=== Begin Enclosure ===
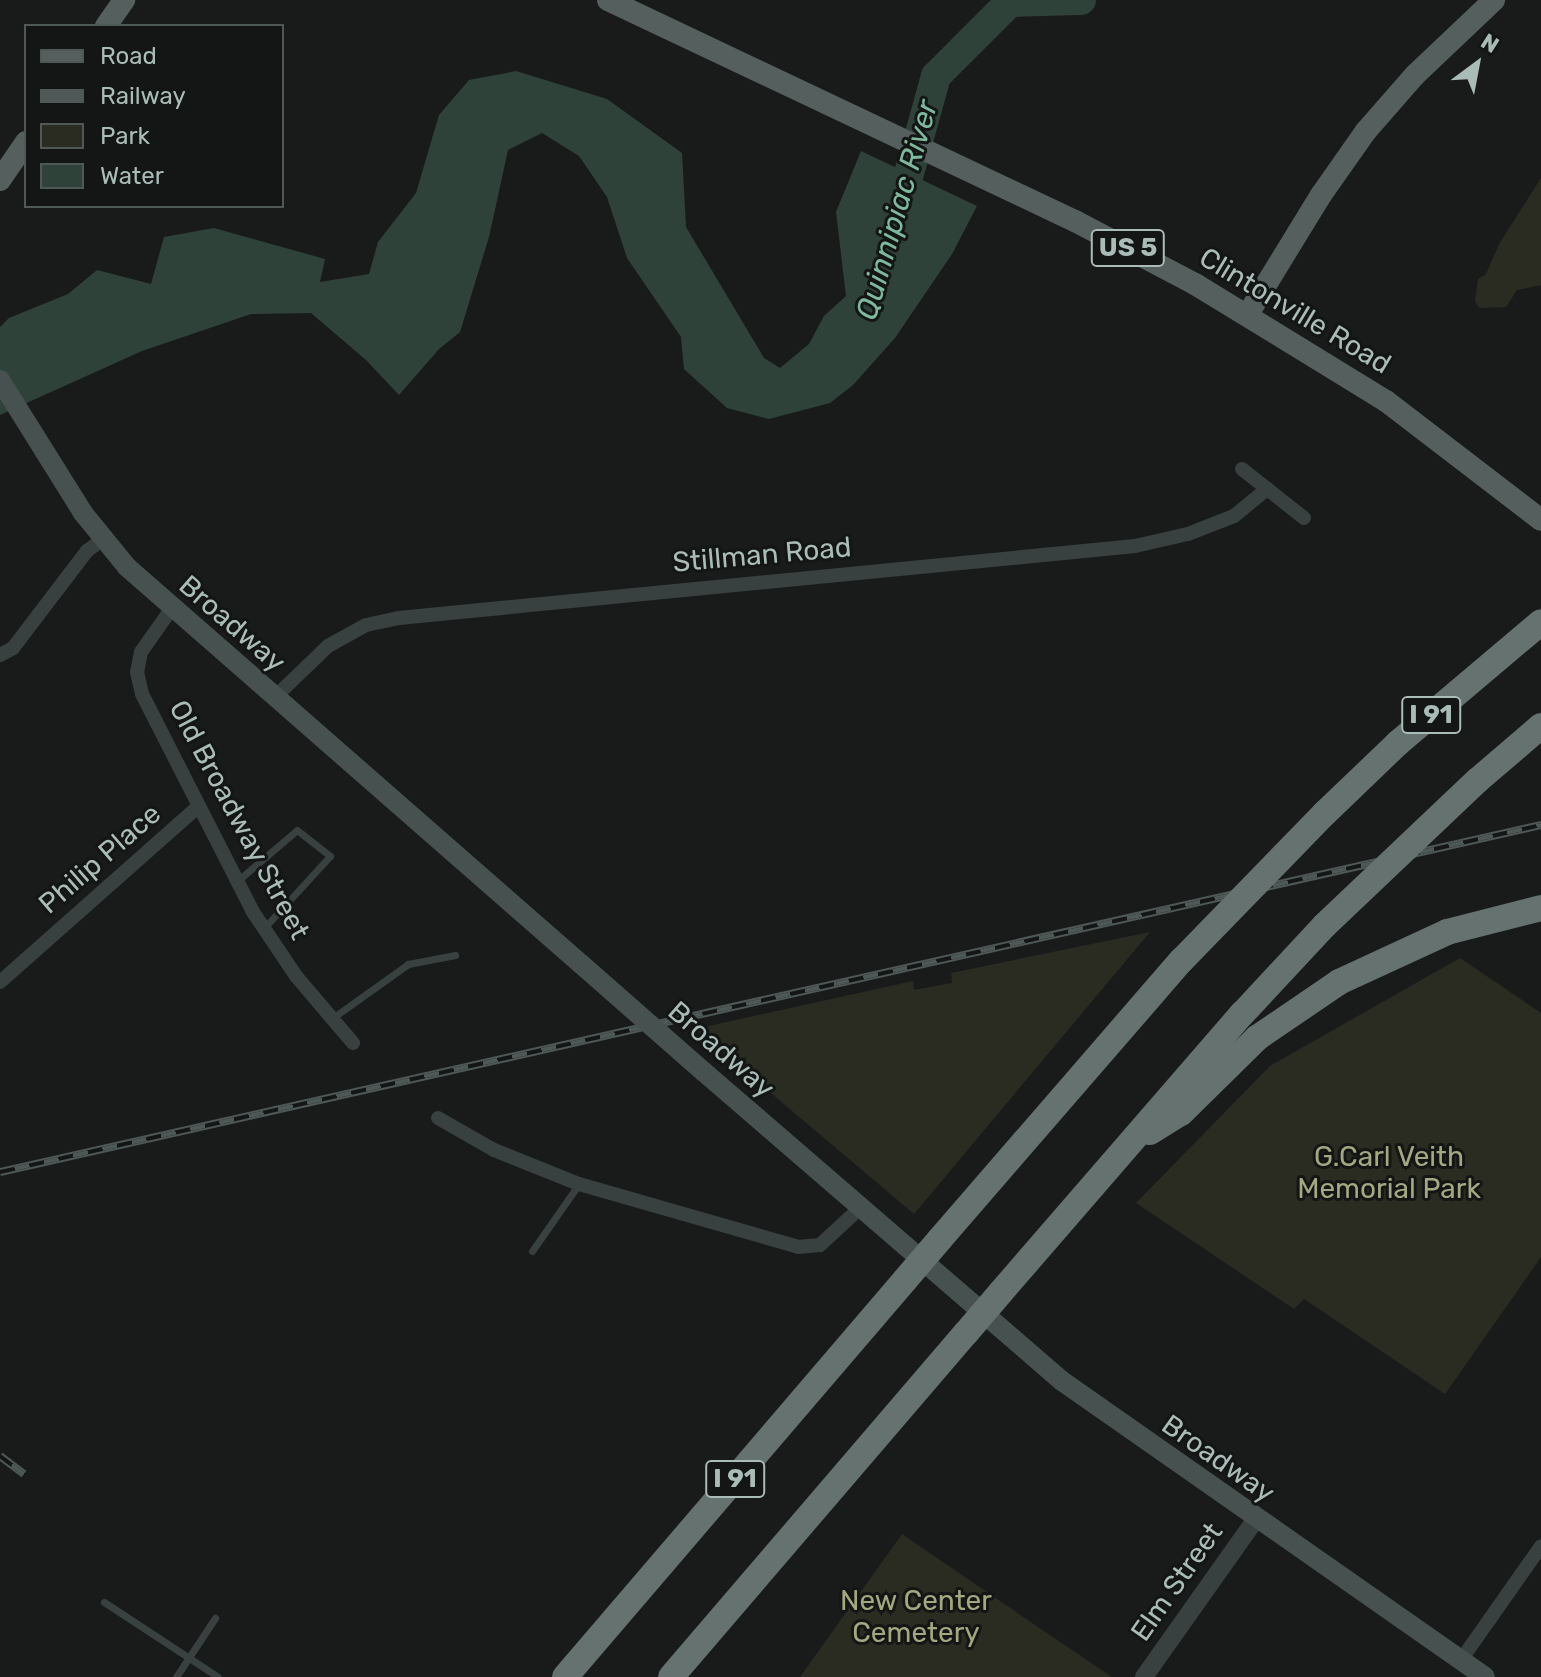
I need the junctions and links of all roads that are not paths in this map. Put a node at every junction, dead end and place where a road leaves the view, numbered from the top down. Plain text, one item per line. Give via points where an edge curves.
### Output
1 (124, 0) edge
2 (608, 0) edge
3 (1494, 0) edge
4 (107, 24) edge
5 (24, 145) edge
6 (0, 180) edge
7 (1248, 314) junction
8 (0, 380) edge
9 (1242, 469) dead end
10 (1267, 489) junction
11 (1304, 518) dead end
12 (1541, 520) edge
13 (103, 539) junction
14 (172, 608) junction
15 (1541, 622) edge
16 (0, 655) edge
17 (274, 698) junction
18 (1541, 726) edge
19 (198, 807) junction
20 (236, 882) junction
21 (1541, 908) edge
22 (263, 929) junction
23 (455, 955) dead end
24 (0, 982) edge
25 (331, 1019) junction
26 (353, 1043) dead end
27 (438, 1118) dead end
28 (1132, 1140) junction
29 (579, 1184) junction
30 (860, 1208) junction
31 (532, 1251) dead end
32 (1256, 1519) junction
33 (1541, 1546) edge
34 (104, 1602) dead end
35 (215, 1618) dead end
36 (189, 1658) junction
37 (1461, 1660) junction
38 (176, 1677) edge
39 (218, 1677) edge
40 (565, 1677) edge
41 (671, 1677) edge
42 (1144, 1677) edge
43 (1485, 1677) edge

1 - 4 main road
2 - 7 main road, Clintonville Road / US 5 via 1005,187
3 - 7 main road via 1423,66 1366,131
5 - 6 main road
7 - 12 main road, Clintonville Road / US 5 via 1386,401
8 - 13 main road, Broadway
9 - 10 street
10 - 11 street
10 - 17 street, Stillman Road via 1234,516 1135,546 399,618 366,625 328,646
13 - 14 main road, Broadway
13 - 16 street via 87,551 13,648
14 - 17 main road, Broadway
14 - 19 street, Old Broadway Street via 147,641 137,672 142,694
15 - 40 highway, I 91, bridge via 1398,743 1182,960
17 - 30 main road, Broadway, bridge
18 - 28 highway, bridge via 1325,925
19 - 20 street, Old Broadway Street
19 - 24 street, Philip Place
20 - 22 street, Old Broadway Street
20 - 22 lane via 297,830 330,856
21 - 28 highway via 1447,932 1339,982 1257,1038 1181,1113
22 - 25 street, Old Broadway Street
23 - 25 lane via 408,964
25 - 26 street, Old Broadway Street
27 - 29 street via 494,1150
28 - 41 highway, bridge
29 - 30 street via 806,1248 827,1241
29 - 31 lane
30 - 32 main road, Broadway via 1062,1381
32 - 37 main road, Broadway
32 - 42 street, Elm Street
33 - 37 street
34 - 36 lane
35 - 36 lane
36 - 38 lane
36 - 39 lane
37 - 43 main road, Broadway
=== End Enclosure ===
--- Task directions ---
After removing the pictures, repeat the remaining records exactly.

--- Expected answer ---
I need the junctions and links of all roads that are not paths in this map. Put a node at every junction, dead end and place where a road leaves the view, numbered from the top down. Plain text, one item per line. Give via points where an edge curves.
### Output
1 (124, 0) edge
2 (608, 0) edge
3 (1494, 0) edge
4 (107, 24) edge
5 (24, 145) edge
6 (0, 180) edge
7 (1248, 314) junction
8 (0, 380) edge
9 (1242, 469) dead end
10 (1267, 489) junction
11 (1304, 518) dead end
12 (1541, 520) edge
13 (103, 539) junction
14 (172, 608) junction
15 (1541, 622) edge
16 (0, 655) edge
17 (274, 698) junction
18 (1541, 726) edge
19 (198, 807) junction
20 (236, 882) junction
21 (1541, 908) edge
22 (263, 929) junction
23 (455, 955) dead end
24 (0, 982) edge
25 (331, 1019) junction
26 (353, 1043) dead end
27 (438, 1118) dead end
28 (1132, 1140) junction
29 (579, 1184) junction
30 (860, 1208) junction
31 (532, 1251) dead end
32 (1256, 1519) junction
33 (1541, 1546) edge
34 (104, 1602) dead end
35 (215, 1618) dead end
36 (189, 1658) junction
37 (1461, 1660) junction
38 (176, 1677) edge
39 (218, 1677) edge
40 (565, 1677) edge
41 (671, 1677) edge
42 (1144, 1677) edge
43 (1485, 1677) edge

1 - 4 main road
2 - 7 main road, Clintonville Road / US 5 via 1005,187
3 - 7 main road via 1423,66 1366,131
5 - 6 main road
7 - 12 main road, Clintonville Road / US 5 via 1386,401
8 - 13 main road, Broadway
9 - 10 street
10 - 11 street
10 - 17 street, Stillman Road via 1234,516 1135,546 399,618 366,625 328,646
13 - 14 main road, Broadway
13 - 16 street via 87,551 13,648
14 - 17 main road, Broadway
14 - 19 street, Old Broadway Street via 147,641 137,672 142,694
15 - 40 highway, I 91, bridge via 1398,743 1182,960
17 - 30 main road, Broadway, bridge
18 - 28 highway, bridge via 1325,925
19 - 20 street, Old Broadway Street
19 - 24 street, Philip Place
20 - 22 street, Old Broadway Street
20 - 22 lane via 297,830 330,856
21 - 28 highway via 1447,932 1339,982 1257,1038 1181,1113
22 - 25 street, Old Broadway Street
23 - 25 lane via 408,964
25 - 26 street, Old Broadway Street
27 - 29 street via 494,1150
28 - 41 highway, bridge
29 - 30 street via 806,1248 827,1241
29 - 31 lane
30 - 32 main road, Broadway via 1062,1381
32 - 37 main road, Broadway
32 - 42 street, Elm Street
33 - 37 street
34 - 36 lane
35 - 36 lane
36 - 38 lane
36 - 39 lane
37 - 43 main road, Broadway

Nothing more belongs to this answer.